JLG07, funny thing is that both of my dogs absolutely loved my STBXH, and they both also love this guy. One is a total pushover, and I often joke that she'd ask an intruder for a belly rub, but the other is very selective about who he likes. That's awesome for you; yes, animals are a really good judge of character!
@In Absentia, my beau is 43, not 49, but I still agree with you. People have to grow up at some point. For me though, I'm more worried about how he'll handle the weed once it becomes legal.



aine said:


> My Gran used to say the same thing. She said how a person treats an animal, will tell you alot about them.


My God, this is so true. But, I will say that the way my ex treated me wasn't great, but he was pretty damn great to my dogs. 



aine said:


> Urs, why did he and his wife split up? That might be telling.
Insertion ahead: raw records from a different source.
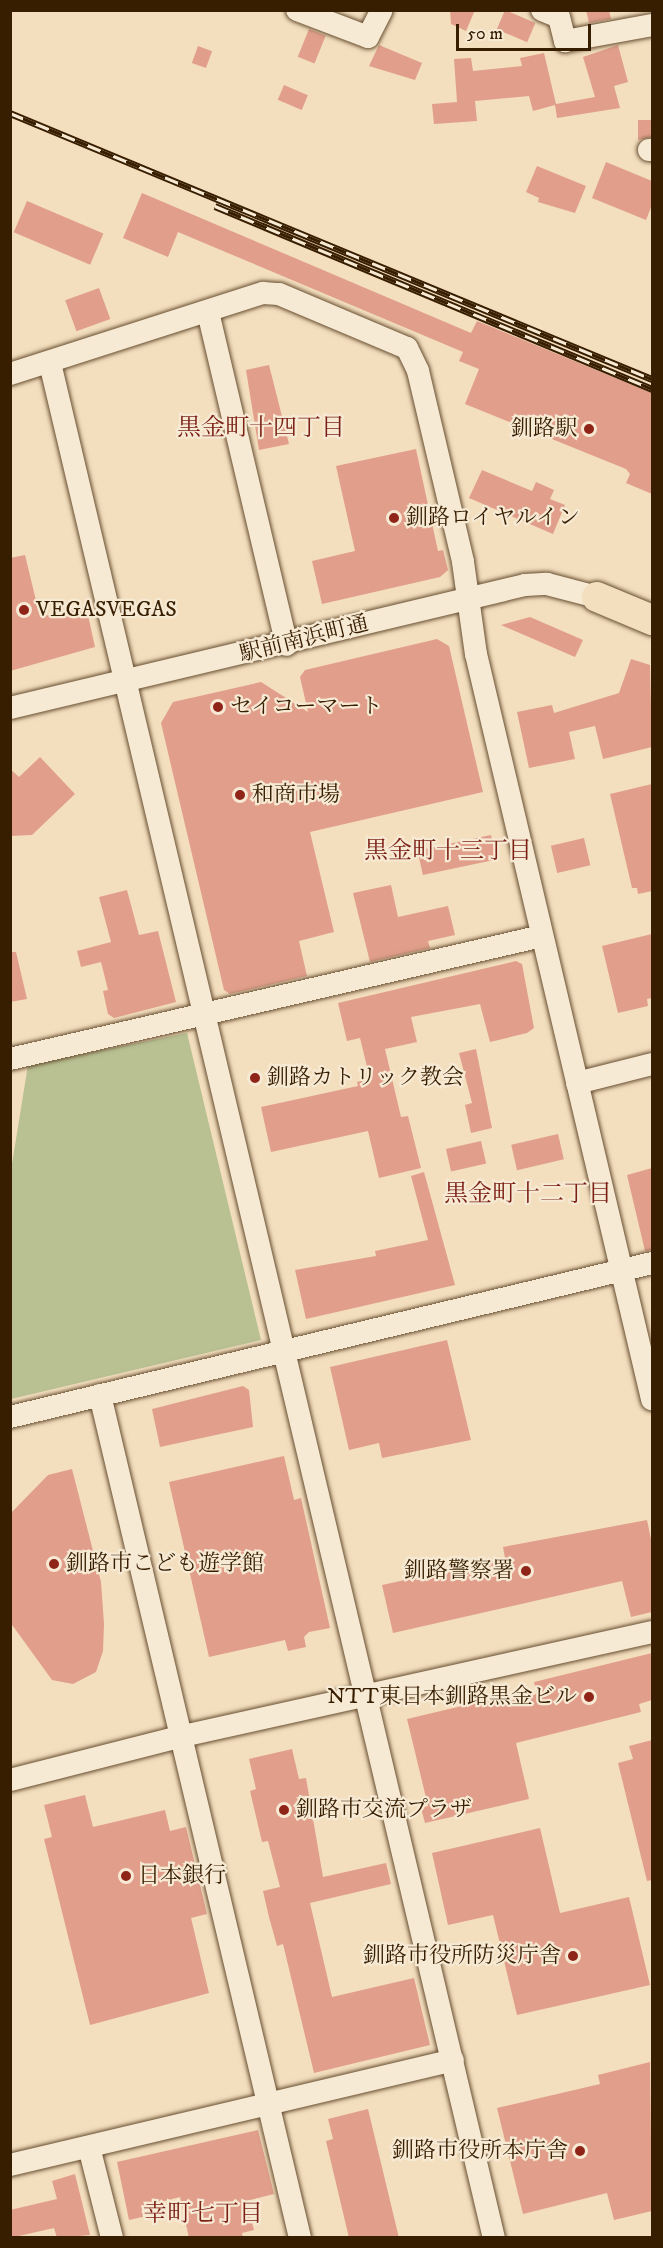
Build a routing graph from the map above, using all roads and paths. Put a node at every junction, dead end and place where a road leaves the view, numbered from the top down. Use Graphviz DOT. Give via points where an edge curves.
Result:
graph roads {
  1 [pos="297,10"];
  2 [pos="382,10"];
  3 [pos="542,10"];
  4 [pos="652,25"];
  5 [pos="208,312"];
  6 [pos="50,363"];
  7 [pos="10,374"];
  8 [pos="468,597"];
  9 [pos="597,597"];
  10 [pos="652,620"];
  11 [pos="287,645"];
  12 [pos="125,680"];
  13 [pos="10,708"];
  14 [pos="542,936"];
  15 [pos="203,1014"];
  16 [pos="10,1059"];
  17 [pos="652,1064"];
  18 [pos="577,1083"];
  19 [pos="652,1263"];
  20 [pos="623,1270"];
  21 [pos="285,1351"];
  22 [pos="100,1395"];
  23 [pos="652,1398"];
  24 [pos="10,1417"];
  25 [pos="652,1632"];
  26 [pos="368,1697"];
  27 [pos="183,1736"];
  28 [pos="10,1780"];
  29 [pos="453,2060"];
  30 [pos="268,2105"];
  31 [pos="89,2147"];
  32 [pos="10,2164"];
  33 [pos="112,2238"];
  34 [pos="300,2238"];
  35 [pos="494,2238"];
  1 -- 2 [label="street" via="369,37"];
  3 -- 4 [label="street" via="559,17 565,41"];
  5 -- 6 [label="street"];
  5 -- 8 [label="street" via="263,293 279,294 407,348 424,396"];
  5 -- 11 [label="street"];
  6 -- 7 [label="street"];
  6 -- 12 [label="street"];
  8 -- 9 [label="street, 駅前南浜町通" via="547,584"];
  8 -- 11 [label="street, 駅前南浜町通"];
  8 -- 14 [label="street" via="474,643"];
  9 -- 10 [label="main road"];
  11 -- 12 [label="street, 駅前南浜町通"];
  12 -- 13 [label="street, 駅前南浜町通"];
  12 -- 15 [label="street"];
  14 -- 15 [label="street"];
  14 -- 18 [label="street"];
  15 -- 16 [label="street"];
  15 -- 21 [label="street"];
  17 -- 18 [label="street"];
  18 -- 20 [label="street"];
  19 -- 20 [label="street"];
  20 -- 21 [label="street"];
  20 -- 23 [label="street"];
  21 -- 22 [label="street"];
  21 -- 26 [label="street"];
  22 -- 24 [label="street"];
  22 -- 27 [label="street"];
  25 -- 26 [label="street"];
  26 -- 27 [label="street"];
  26 -- 29 [label="street"];
  27 -- 28 [label="street"];
  27 -- 30 [label="street"];
  29 -- 30 [label="street"];
  29 -- 35 [label="street"];
  30 -- 31 [label="street"];
  30 -- 34 [label="street"];
  31 -- 32 [label="street"];
  31 -- 33 [label="street"];
}
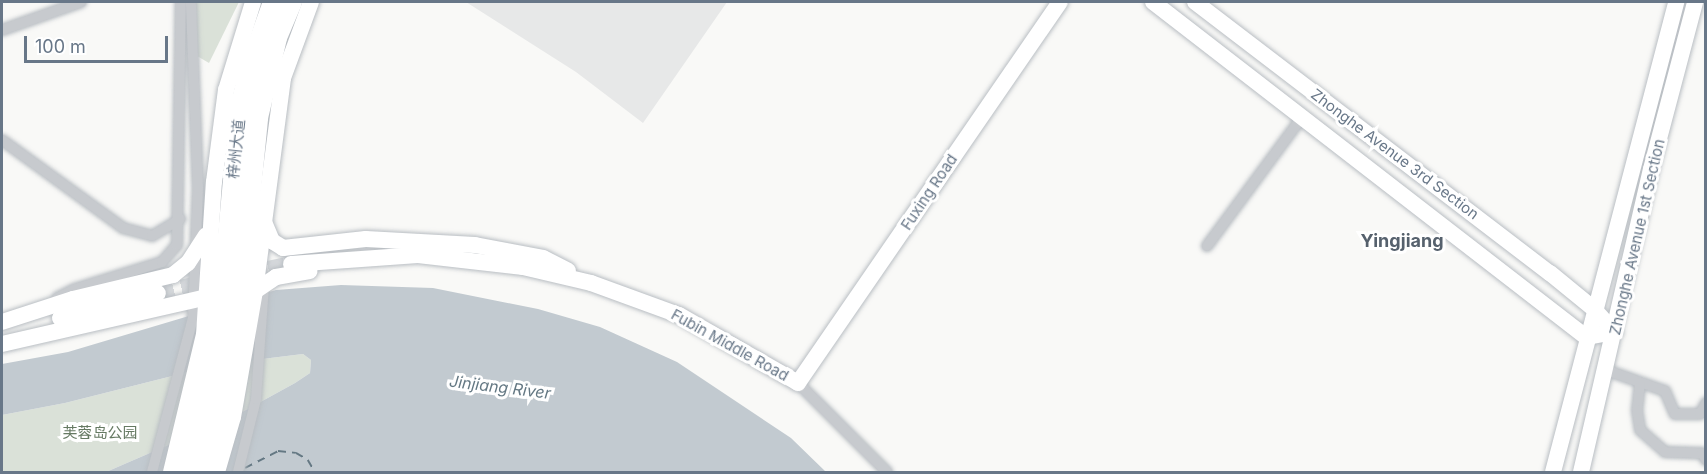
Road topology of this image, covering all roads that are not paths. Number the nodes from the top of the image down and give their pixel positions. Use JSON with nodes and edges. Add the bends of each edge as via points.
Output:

 @aine, he told me that it was just them growing apart. They'd been together since they were teenagers, and grew in different directions later on in life. Now though I'm kind of questioning this too. 



2&out said:


> The guys dating a (OK - separated but still) married woman - what do people expect ? Some high ethics perfect guy ? At least he was honest - he doesn't want more dogs once his pass.
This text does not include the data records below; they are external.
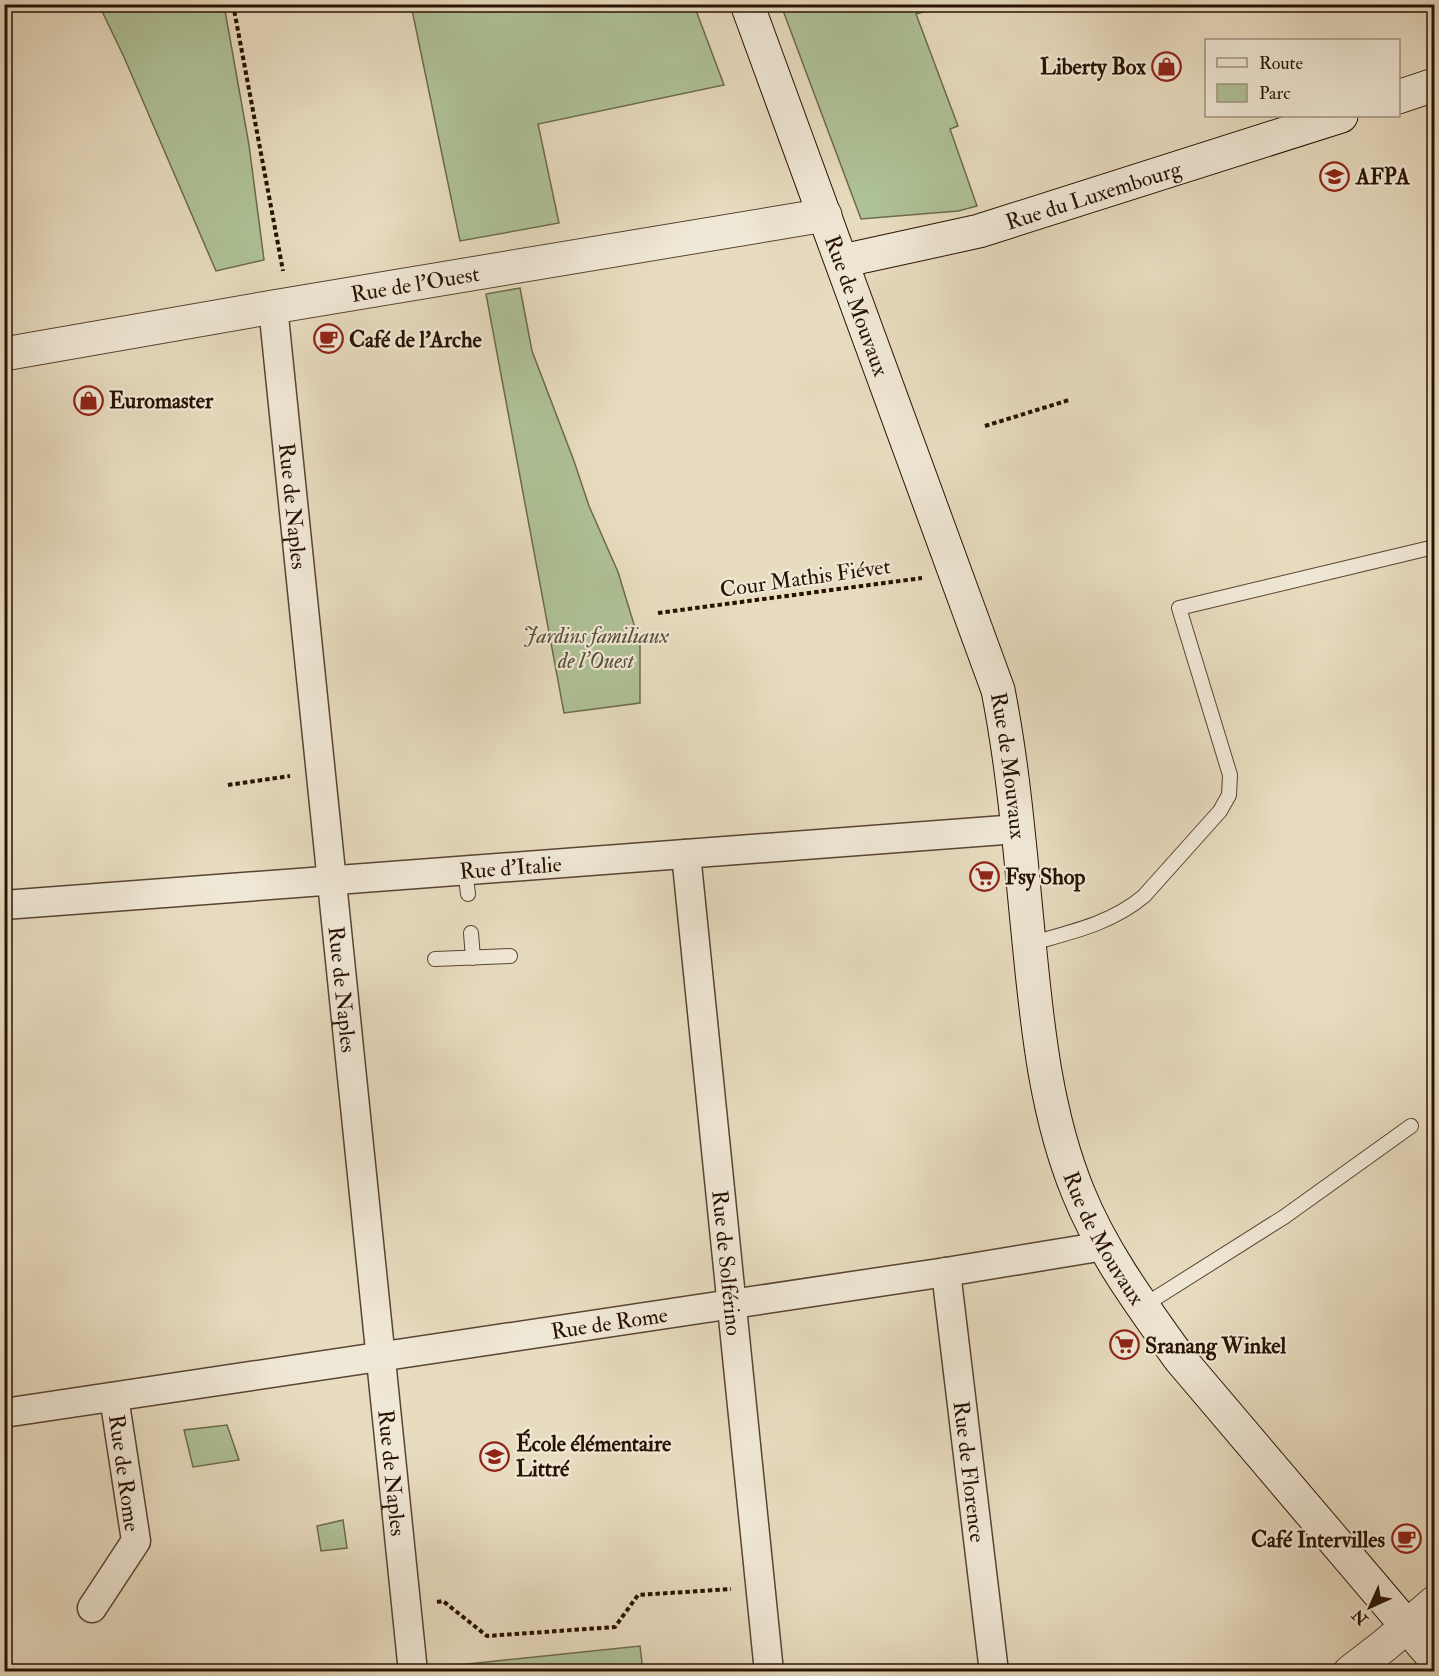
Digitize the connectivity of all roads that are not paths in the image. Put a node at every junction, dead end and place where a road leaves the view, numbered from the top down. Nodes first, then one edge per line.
1 (747, 4) edge
2 (1434, 85) edge
3 (1400, 96) edge
4 (1338, 117) edge
5 (825, 215) junction
6 (842, 261) junction
7 (281, 305) junction
8 (4, 354) edge
9 (1434, 547) edge
10 (1018, 829) junction
11 (686, 854) junction
12 (331, 880) junction
13 (4, 905) edge
14 (471, 933) dead end
15 (1029, 944) junction
16 (510, 956) dead end
17 (473, 957) junction
18 (435, 959) dead end
19 (1411, 1126) dead end
20 (1104, 1246) junction
21 (946, 1272) junction
22 (730, 1292) junction
23 (1143, 1306) junction
24 (380, 1357) junction
25 (114, 1397) junction
26 (4, 1413) edge
27 (1434, 1603) edge
28 (92, 1608) dead end
29 (1408, 1626) junction
30 (1434, 1658) edge
31 (413, 1671) edge
32 (769, 1671) edge
33 (994, 1671) edge
34 (1350, 1671) edge

1 - 5 main road, Rue de Mouvaux
2 - 3 main road
4 - 6 main road, Rue du Luxembourg
5 - 6 main road, Rue de Mouvaux
5 - 7 main road, Rue de l'Ouest
6 - 10 main road, Rue de Mouvaux
7 - 8 main road, Rue de l'Ouest
7 - 12 street, Rue de Naples
9 - 15 lane
10 - 11 street, Rue d'Italie
10 - 15 main road, Rue de Mouvaux
11 - 12 street, Rue d'Italie
11 - 22 street, Rue de Solférino
12 - 13 street, Rue d'Italie
12 - 24 street, Rue de Naples
14 - 17 lane
15 - 20 main road, Rue de Mouvaux
16 - 17 lane
17 - 18 lane
19 - 23 lane
20 - 21 street, Rue de Rome
20 - 23 main road, Rue de Mouvaux
21 - 22 street, Rue de Rome
21 - 33 street, Rue de Florence
22 - 24 street, Rue de Rome
22 - 32 street, Rue de Solférino
23 - 29 main road, Rue de Mouvaux
24 - 25 street, Rue de Rome
24 - 31 street, Rue de Naples
25 - 26 street, Rue de Rome
25 - 28 street, Rue de Rome
27 - 29 main road
29 - 30 main road, Rue de Mouvaux
29 - 34 main road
 @2&out, yes technically I'm still married for another couple of months until the divorce papers are passed through the courts. My beau however has been separated for 4 years, and they haven't started the divorce proceedings at this time, so I'm MUCH closer to being divorced than he is. So, you could ask that same question about us both. Personally, I don't expect someone perfect, and no one is. I do expect honesty, someone healthy and someone who knows what he wants out of life. Yes, he was honest about not wanting anymore dogs, BUT also said that his opinion of that could change in half an hour or next month. Not really conducive to knowing what one wants in life.
@Magnesium, I'm leaning towards agreeing with you, but am not quite ready to write him off just yet. I do genuinely like the guy and care about him. But, I'm unsure that I can trust what he says anymore, or that in the future, he'll change his mind quickly about anything. I'm keeping my eyes wide open though, and will be calling him out on his cell phone next time I see him. If he doesn't like what I have to say at that time, he's free to walk out my door and keep on walking.


----------



## Magnesium (Jun 19, 2017)

And, see, the phone thing is the least of my concerns. I know it's entirely possible that his phone can remain unlocked while charging, so he may not be lying at all about that. 
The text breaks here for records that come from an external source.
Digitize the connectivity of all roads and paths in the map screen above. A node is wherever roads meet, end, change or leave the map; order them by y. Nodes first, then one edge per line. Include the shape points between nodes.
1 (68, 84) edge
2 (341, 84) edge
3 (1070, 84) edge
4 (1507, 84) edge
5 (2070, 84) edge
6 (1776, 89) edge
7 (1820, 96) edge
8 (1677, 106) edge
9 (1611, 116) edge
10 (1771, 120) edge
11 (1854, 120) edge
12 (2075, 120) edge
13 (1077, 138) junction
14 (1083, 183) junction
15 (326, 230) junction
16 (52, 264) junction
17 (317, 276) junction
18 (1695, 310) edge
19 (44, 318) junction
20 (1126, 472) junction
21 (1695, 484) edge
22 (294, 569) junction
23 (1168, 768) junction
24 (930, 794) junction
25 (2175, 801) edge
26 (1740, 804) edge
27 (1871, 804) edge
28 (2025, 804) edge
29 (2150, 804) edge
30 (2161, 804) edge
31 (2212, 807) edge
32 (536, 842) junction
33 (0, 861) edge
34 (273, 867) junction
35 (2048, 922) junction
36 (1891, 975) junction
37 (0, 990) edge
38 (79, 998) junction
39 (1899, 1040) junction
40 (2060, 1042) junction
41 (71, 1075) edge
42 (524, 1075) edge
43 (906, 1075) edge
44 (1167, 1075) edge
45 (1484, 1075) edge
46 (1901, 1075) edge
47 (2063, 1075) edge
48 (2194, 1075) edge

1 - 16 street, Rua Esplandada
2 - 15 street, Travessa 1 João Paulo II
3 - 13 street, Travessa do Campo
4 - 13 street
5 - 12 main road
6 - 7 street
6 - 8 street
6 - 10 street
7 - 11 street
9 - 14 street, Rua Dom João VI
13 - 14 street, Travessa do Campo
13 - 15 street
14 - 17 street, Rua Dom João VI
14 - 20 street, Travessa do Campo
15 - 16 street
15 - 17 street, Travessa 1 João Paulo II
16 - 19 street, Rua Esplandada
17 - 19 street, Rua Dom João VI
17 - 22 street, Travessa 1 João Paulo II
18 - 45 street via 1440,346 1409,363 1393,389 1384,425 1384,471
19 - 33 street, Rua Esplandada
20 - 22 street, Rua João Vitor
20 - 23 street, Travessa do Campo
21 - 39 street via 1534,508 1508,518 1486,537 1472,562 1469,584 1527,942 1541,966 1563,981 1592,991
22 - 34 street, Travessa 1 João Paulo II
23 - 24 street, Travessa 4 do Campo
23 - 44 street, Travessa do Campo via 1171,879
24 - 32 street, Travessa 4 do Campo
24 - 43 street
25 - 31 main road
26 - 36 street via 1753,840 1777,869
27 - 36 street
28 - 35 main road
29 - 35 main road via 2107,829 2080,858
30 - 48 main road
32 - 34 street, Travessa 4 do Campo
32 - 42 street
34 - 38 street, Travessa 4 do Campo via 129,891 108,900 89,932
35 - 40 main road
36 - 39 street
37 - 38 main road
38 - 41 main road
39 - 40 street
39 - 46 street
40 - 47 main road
I also don't see the dog issue the same way as you seem to looking at it. I see his comment about the possibility of him changing his mind depending on his feelings as less about him not knowing what he wants and more about him wanting what he wants when he wants it. Apply that to any other area (or many other areas) of his life and what do you get? Chaos, tears, broken promises, excuses, etc, etc, etc. If this is his mentality, then I would view him as irresponsible, selfish and unstable, and yourself as very temporary. Sure, he may just be a poor communicator, or simply avoidant and didn't want to discuss long term anything with you, so made some stupid comments, but wouldn't that also be indicative of an issue?


----------



## Rowan (Apr 3, 2012)

I don't know that changing his mind about wanting another dog is necessarily an indication that he's flaky or changes his mind too quickly. I loved my dog. She went everywhere with me and was pretty much my second child. After she died, I eventually found I enjoyed the freedom of not having a dog anymore. And I still don't have another. That doesn't make me inhumane to dogs, a dog hater, or someone who would never consider having a dog. It makes me someone who is self-aware enough to realize that I have a lot on my plate at this point in my life, and that my lifestyle is currently benefiting from my not having a dog. Some posters here are carrying on as if your beau tortures animals and eats puppies. But that isn't what you've said. Apparently, he's simply a dog owner who might sometimes imagine (and be willing to admit) that he might see himself someday enjoying a lifestyle that isn't centered around caring for a dependent pet. That in no way makes him a bad person, untrustworthy around animals, or anti-dog. Nor does it indicate that he's going to try and force you to abandon your pets for him. It's not a red flag to think about and discuss the idea that you might possibly enjoy a different lifestyle at some point in the future once the dogs have passed or the kids are out of the house or you retire. That's thinking about the future, and those future plans may change fairly often as events unfold or moods change. I really see nothing suspicious in that - in and of itself.

However, there are lots of other issues on which you and this man do not seem to be compatible. You don't seem to really know why his marriage ended but you feel like his story is a little shady. You aren't happy with some of his habits. You aren't sure you trust him. Something just doesn't feel right to you. 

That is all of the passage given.